On March 21, the final day of the exhibit, there
will be a closing reception for the artist in the gallery at 2:30 p.m.
Both the exhibit and the reception are free and open to the public.
Aprile is an associate professor of art at the
University of Iowa, where he has chaired the sculpture department since
1995. He received a BFA degree from the Cleveland Institute of Art in
1976, and an MFA degree from Syracuse University in 1978.
“I have formed a sensibility layered with images
from my childhood in suburbia and a need to accumulate fragments or
evidence from the domestic, natural and architectural worlds,” said Aprile
of his artistic style.
In 1992, Aprile received a Fulbright Scholarship
to study in Nigeria with a traditional Yoruba wood carver. The experience,
he said, was “life- and art-changing” for him.
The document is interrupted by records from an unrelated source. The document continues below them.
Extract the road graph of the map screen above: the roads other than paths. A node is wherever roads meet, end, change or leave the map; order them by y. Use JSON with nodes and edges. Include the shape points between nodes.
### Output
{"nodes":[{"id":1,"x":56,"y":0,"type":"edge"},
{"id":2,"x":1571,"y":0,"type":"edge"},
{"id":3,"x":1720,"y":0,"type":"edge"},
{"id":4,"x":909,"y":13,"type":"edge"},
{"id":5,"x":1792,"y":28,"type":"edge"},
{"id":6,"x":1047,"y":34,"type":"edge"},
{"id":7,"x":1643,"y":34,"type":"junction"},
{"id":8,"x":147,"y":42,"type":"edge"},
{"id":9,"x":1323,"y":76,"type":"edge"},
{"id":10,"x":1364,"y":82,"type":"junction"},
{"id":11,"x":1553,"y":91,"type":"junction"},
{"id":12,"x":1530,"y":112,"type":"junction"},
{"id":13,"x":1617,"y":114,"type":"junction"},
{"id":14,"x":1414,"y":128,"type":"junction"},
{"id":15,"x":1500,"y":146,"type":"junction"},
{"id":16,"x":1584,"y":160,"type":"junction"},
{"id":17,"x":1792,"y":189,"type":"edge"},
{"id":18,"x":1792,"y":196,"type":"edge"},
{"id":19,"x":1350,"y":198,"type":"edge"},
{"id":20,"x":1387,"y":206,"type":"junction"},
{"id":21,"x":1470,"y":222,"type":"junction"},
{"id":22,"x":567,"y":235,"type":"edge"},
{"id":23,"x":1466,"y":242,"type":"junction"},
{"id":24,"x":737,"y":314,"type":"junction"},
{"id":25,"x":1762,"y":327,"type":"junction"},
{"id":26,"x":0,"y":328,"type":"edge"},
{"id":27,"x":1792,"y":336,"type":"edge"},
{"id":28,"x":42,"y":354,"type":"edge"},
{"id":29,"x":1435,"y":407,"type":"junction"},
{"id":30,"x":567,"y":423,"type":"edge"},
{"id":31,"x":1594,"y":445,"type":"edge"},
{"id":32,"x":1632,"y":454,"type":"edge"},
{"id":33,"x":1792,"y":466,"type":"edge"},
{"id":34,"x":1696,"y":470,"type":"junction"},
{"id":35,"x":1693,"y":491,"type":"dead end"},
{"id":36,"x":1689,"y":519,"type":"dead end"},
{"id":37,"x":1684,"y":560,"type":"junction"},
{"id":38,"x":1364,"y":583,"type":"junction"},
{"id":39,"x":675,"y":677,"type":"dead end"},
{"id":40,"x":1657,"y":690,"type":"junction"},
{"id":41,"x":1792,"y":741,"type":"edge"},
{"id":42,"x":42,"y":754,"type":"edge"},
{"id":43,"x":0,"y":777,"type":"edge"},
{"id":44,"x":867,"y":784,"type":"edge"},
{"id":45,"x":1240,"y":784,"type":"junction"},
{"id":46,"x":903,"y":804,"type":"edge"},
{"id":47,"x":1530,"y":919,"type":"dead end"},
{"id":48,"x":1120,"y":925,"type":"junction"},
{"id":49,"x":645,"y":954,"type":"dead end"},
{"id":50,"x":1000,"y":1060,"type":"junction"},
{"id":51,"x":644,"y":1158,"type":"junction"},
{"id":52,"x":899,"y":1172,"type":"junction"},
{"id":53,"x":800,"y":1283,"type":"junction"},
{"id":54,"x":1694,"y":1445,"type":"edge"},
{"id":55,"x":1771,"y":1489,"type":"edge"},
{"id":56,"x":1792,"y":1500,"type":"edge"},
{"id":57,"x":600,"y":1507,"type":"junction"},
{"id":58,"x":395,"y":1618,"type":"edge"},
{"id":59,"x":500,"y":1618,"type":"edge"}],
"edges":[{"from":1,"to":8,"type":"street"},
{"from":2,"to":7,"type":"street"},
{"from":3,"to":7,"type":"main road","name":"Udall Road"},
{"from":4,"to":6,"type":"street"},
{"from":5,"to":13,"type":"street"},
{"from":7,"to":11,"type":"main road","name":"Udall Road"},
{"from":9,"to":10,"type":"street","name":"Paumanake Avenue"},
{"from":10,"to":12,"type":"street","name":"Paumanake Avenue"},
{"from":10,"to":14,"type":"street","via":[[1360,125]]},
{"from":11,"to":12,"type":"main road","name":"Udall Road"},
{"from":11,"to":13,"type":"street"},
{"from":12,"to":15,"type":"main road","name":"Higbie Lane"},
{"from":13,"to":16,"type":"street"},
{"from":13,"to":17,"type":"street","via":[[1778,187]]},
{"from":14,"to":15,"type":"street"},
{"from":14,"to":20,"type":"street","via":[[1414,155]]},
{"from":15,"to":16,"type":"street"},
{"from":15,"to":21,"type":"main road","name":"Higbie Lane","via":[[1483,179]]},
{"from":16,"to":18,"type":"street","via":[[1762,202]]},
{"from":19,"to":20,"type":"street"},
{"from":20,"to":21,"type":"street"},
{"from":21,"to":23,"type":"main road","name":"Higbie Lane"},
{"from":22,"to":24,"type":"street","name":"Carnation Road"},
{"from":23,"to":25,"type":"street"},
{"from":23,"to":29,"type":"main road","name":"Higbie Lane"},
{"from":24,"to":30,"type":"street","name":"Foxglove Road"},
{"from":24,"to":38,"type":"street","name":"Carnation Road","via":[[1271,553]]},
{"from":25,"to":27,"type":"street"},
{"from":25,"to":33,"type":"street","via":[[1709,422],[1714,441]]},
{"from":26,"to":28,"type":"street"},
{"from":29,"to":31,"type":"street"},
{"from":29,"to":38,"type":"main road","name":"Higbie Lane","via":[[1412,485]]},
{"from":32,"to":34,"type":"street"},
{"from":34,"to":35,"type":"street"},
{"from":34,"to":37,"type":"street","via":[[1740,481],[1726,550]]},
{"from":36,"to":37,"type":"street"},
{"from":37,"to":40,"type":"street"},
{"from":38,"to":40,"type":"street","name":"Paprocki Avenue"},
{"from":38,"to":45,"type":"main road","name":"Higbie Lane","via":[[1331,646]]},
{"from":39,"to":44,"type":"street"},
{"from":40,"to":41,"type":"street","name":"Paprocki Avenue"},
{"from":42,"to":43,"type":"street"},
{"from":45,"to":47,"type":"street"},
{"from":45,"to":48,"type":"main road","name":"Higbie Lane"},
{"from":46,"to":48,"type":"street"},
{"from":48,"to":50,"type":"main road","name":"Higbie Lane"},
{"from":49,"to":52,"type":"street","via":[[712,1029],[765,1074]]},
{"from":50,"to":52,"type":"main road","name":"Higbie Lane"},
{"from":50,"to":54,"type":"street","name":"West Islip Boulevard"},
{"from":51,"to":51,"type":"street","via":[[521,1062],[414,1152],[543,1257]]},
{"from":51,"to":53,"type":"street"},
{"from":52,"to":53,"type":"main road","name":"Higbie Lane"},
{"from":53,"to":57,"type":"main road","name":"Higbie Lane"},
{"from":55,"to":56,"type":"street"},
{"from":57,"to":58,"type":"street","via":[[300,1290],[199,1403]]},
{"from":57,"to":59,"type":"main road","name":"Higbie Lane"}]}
“Yoruba sculptors value the technical ability to
carve a chain out of one piece of wood,” said Aprile. “The chain is an
important icon in the Yoruban creation myth, and the use of the chain
image has liberated my sculpture of the last six years by animating it.”
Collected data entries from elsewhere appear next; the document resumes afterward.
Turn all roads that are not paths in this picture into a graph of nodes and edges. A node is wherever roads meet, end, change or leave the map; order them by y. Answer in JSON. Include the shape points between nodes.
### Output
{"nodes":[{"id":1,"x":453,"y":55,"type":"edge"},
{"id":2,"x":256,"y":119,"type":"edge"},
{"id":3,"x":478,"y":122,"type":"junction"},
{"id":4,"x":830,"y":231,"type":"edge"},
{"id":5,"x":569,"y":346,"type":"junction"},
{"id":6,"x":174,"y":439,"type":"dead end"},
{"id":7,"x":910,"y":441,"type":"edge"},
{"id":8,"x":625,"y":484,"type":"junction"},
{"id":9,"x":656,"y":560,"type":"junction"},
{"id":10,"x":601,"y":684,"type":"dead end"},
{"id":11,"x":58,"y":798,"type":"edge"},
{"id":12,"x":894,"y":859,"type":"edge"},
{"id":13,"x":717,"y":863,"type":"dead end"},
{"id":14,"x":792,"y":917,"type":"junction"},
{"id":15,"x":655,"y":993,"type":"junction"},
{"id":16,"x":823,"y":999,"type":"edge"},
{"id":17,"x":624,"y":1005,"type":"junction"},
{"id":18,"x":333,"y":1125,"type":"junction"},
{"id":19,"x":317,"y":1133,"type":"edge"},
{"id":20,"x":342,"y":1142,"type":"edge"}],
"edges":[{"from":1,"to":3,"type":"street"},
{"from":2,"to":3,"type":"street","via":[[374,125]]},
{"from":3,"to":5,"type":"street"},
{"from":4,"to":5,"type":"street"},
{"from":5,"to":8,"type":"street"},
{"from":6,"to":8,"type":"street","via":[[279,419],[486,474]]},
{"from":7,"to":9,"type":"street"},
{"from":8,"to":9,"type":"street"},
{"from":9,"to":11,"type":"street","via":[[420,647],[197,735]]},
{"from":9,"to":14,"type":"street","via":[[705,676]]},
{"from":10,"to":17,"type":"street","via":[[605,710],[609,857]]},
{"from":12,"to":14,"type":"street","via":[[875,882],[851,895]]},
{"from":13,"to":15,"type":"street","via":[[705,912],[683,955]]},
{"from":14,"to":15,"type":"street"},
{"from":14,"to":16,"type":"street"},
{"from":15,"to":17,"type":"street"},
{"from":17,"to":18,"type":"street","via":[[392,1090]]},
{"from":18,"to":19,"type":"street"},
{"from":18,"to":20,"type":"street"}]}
Aprile’s most recent work continues to explore
what he calls the use of “multiple layers of branch chains, bureau drawers
and letters of the alphabet as I dig deeper into my suburban childhood’s
family mysteries and fears.”
Aprile has been the recipient of numerous honors
and awards, including two Pollock/ Krasner Foundation Fellowships; a New
York Foundation for the Arts Fellowship; and several art colony
residencies, including Yaddo, the Edward Albee Foundation Fellowship, and
the Virginia Center for the Creative Arts. He has had many one-person
shows in New York, Chicago, and Los Angeles and in commercial and
university galleries and museums across the country.
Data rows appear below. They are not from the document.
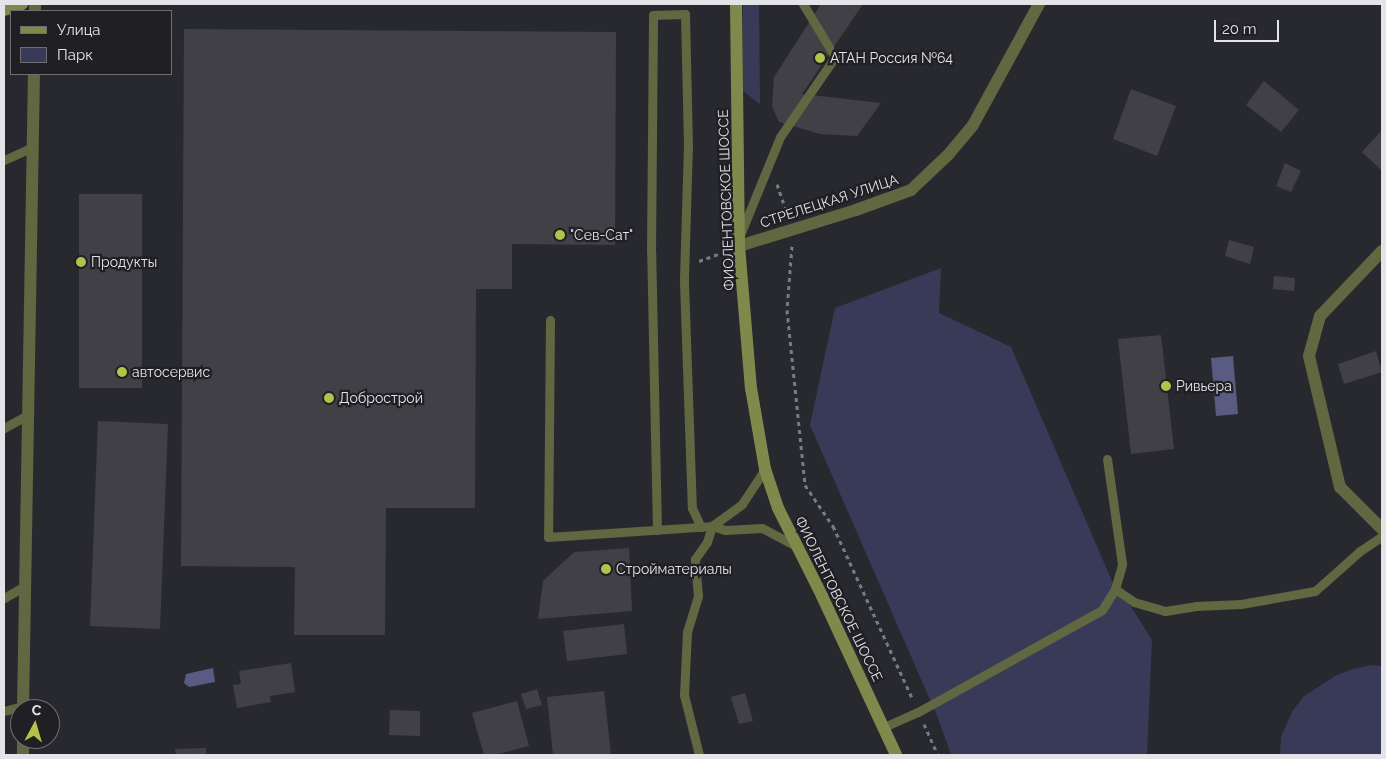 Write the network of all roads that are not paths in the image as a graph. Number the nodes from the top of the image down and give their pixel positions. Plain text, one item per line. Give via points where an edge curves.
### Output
1 (22, 4) edge
2 (736, 4) edge
3 (804, 4) edge
4 (1039, 4) edge
5 (4, 10) edge
6 (34, 75) edge
7 (33, 147) junction
8 (4, 160) edge
9 (740, 241) junction
10 (1382, 251) edge
11 (550, 320) dead end
12 (28, 414) junction
13 (4, 428) edge
14 (1107, 459) dead end
15 (766, 469) junction
16 (712, 526) junction
17 (701, 527) junction
18 (1382, 529) edge
19 (657, 530) junction
20 (1382, 536) edge
21 (797, 547) junction
22 (25, 586) junction
23 (1116, 588) junction
24 (4, 598) edge
25 (23, 699) edge
26 (884, 727) junction
27 (699, 755) edge
28 (896, 755) edge

1 - 5 main road
2 - 9 main road, ФИОЛЕНТОВСКОЕ ШОССЕ
3 - 9 lane via 835,58 780,137
4 - 9 street, СТРЕЛЕЦКАЯ УЛИЦА via 973,125 948,155 911,190 856,210
6 - 7 street
7 - 8 lane
7 - 12 street
9 - 15 main road, ФИОЛЕНТОВСКОЕ ШОССЕ via 751,388
10 - 18 street via 1320,316 1309,356 1340,487
11 - 19 lane via 548,538
12 - 13 lane
12 - 22 street
14 - 23 lane via 1122,564
15 - 16 lane via 742,504
15 - 21 main road, ФИОЛЕНТОВСКОЕ ШОССЕ via 778,508
16 - 17 lane
16 - 21 lane via 724,530 762,528
16 - 27 lane via 707,542 695,560 698,596 687,632 684,694
17 - 19 lane
17 - 19 lane via 692,508 684,266 688,144 685,14 653,15 651,251
20 - 23 lane via 1314,591 1241,604 1165,611 1134,602
21 - 26 main road, ФИОЛЕНТОВСКОЕ ШОССЕ
22 - 24 lane
22 - 25 street
23 - 26 lane via 1102,610 918,712
26 - 28 main road, ФИОЛЕНТОВСКОЕ ШОССЕ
Aprile has also taught at the University of
Oklahoma; the Cleveland Institute of Art, the Skowhegan School of Painting
and Sculpture, Obafemi Awolowo University in Ife, Nigeria, the Lincoln
Center Institute, and the Museum of Modern Art in New York City.
The artist says he is currently exploring the
possibility of building large-scale labyrinths based on a series of
drawings that were on display in January at the Sonia Zaks Gallery in
Chicago.
The Len G. Everett Gallery is open during regular
library hours: Sunday, 1 p.m. to midnight; Monday through Thursday, 8 a.m.
to midnight; Friday, 8 a.m. to 4:30 p.m.; and Saturday, 9 a.m. to 5 p.m.